Work instruction
Word for word, restate every line of the material.

Data section
====

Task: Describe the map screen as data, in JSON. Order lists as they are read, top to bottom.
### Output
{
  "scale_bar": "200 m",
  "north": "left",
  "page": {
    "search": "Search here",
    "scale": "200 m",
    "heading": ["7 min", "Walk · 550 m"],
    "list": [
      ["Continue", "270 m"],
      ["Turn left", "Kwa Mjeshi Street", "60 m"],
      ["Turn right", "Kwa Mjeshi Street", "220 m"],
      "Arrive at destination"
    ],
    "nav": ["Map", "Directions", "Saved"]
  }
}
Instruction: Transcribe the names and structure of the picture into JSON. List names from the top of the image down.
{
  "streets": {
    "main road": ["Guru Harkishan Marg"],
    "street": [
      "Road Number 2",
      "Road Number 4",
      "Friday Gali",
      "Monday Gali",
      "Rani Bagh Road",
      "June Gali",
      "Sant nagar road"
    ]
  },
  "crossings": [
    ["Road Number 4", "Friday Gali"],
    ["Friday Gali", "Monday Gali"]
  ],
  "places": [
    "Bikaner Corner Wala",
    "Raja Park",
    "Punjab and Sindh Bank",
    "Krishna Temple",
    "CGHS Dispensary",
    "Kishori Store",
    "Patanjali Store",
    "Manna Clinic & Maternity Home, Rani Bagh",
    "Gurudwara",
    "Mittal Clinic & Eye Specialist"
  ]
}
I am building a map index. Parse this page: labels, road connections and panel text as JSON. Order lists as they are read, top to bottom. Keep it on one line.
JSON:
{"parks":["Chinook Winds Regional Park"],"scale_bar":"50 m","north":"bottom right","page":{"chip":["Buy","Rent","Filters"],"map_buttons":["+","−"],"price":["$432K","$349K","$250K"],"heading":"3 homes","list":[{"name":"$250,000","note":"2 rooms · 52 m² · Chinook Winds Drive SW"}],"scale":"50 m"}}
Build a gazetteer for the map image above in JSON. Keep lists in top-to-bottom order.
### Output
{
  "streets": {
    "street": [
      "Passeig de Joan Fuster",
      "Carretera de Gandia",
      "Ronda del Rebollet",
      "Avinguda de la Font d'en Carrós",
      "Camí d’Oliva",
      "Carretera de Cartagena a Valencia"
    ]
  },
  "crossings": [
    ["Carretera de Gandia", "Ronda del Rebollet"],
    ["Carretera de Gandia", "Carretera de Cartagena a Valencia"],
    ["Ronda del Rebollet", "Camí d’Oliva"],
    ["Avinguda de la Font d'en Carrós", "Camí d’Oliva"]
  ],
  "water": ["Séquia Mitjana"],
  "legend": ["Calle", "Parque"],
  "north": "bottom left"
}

====

Your solution
Task: Describe the map screen as data, in JSON. Order lists as they are read, top to bottom.
### Output
{
  "scale_bar": "200 m",
  "north": "left",
  "page": {
    "search": "Search here",
    "scale": "200 m",
    "heading": ["7 min", "Walk · 550 m"],
    "list": [
      ["Continue", "270 m"],
      ["Turn left", "Kwa Mjeshi Street", "60 m"],
      ["Turn right", "Kwa Mjeshi Street", "220 m"],
      "Arrive at destination"
    ],
    "nav": ["Map", "Directions", "Saved"]
  }
}
Instruction: Transcribe the names and structure of the picture into JSON. List names from the top of the image down.
{
  "streets": {
    "main road": ["Guru Harkishan Marg"],
    "street": [
      "Road Number 2",
      "Road Number 4",
      "Friday Gali",
      "Monday Gali",
      "Rani Bagh Road",
      "June Gali",
      "Sant nagar road"
    ]
  },
  "crossings": [
    ["Road Number 4", "Friday Gali"],
    ["Friday Gali", "Monday Gali"]
  ],
  "places": [
    "Bikaner Corner Wala",
    "Raja Park",
    "Punjab and Sindh Bank",
    "Krishna Temple",
    "CGHS Dispensary",
    "Kishori Store",
    "Patanjali Store",
    "Manna Clinic & Maternity Home, Rani Bagh",
    "Gurudwara",
    "Mittal Clinic & Eye Specialist"
  ]
}
I am building a map index. Parse this page: labels, road connections and panel text as JSON. Order lists as they are read, top to bottom. Keep it on one line.
JSON:
{"parks":["Chinook Winds Regional Park"],"scale_bar":"50 m","north":"bottom right","page":{"chip":["Buy","Rent","Filters"],"map_buttons":["+","−"],"price":["$432K","$349K","$250K"],"heading":"3 homes","list":[{"name":"$250,000","note":"2 rooms · 52 m² · Chinook Winds Drive SW"}],"scale":"50 m"}}
Build a gazetteer for the map image above in JSON. Keep lists in top-to-bottom order.
### Output
{
  "streets": {
    "street": [
      "Passeig de Joan Fuster",
      "Carretera de Gandia",
      "Ronda del Rebollet",
      "Avinguda de la Font d'en Carrós",
      "Camí d’Oliva",
      "Carretera de Cartagena a Valencia"
    ]
  },
  "crossings": [
    ["Carretera de Gandia", "Ronda del Rebollet"],
    ["Carretera de Gandia", "Carretera de Cartagena a Valencia"],
    ["Ronda del Rebollet", "Camí d’Oliva"],
    ["Avinguda de la Font d'en Carrós", "Camí d’Oliva"]
  ],
  "water": ["Séquia Mitjana"],
  "legend": ["Calle", "Parque"],
  "north": "bottom left"
}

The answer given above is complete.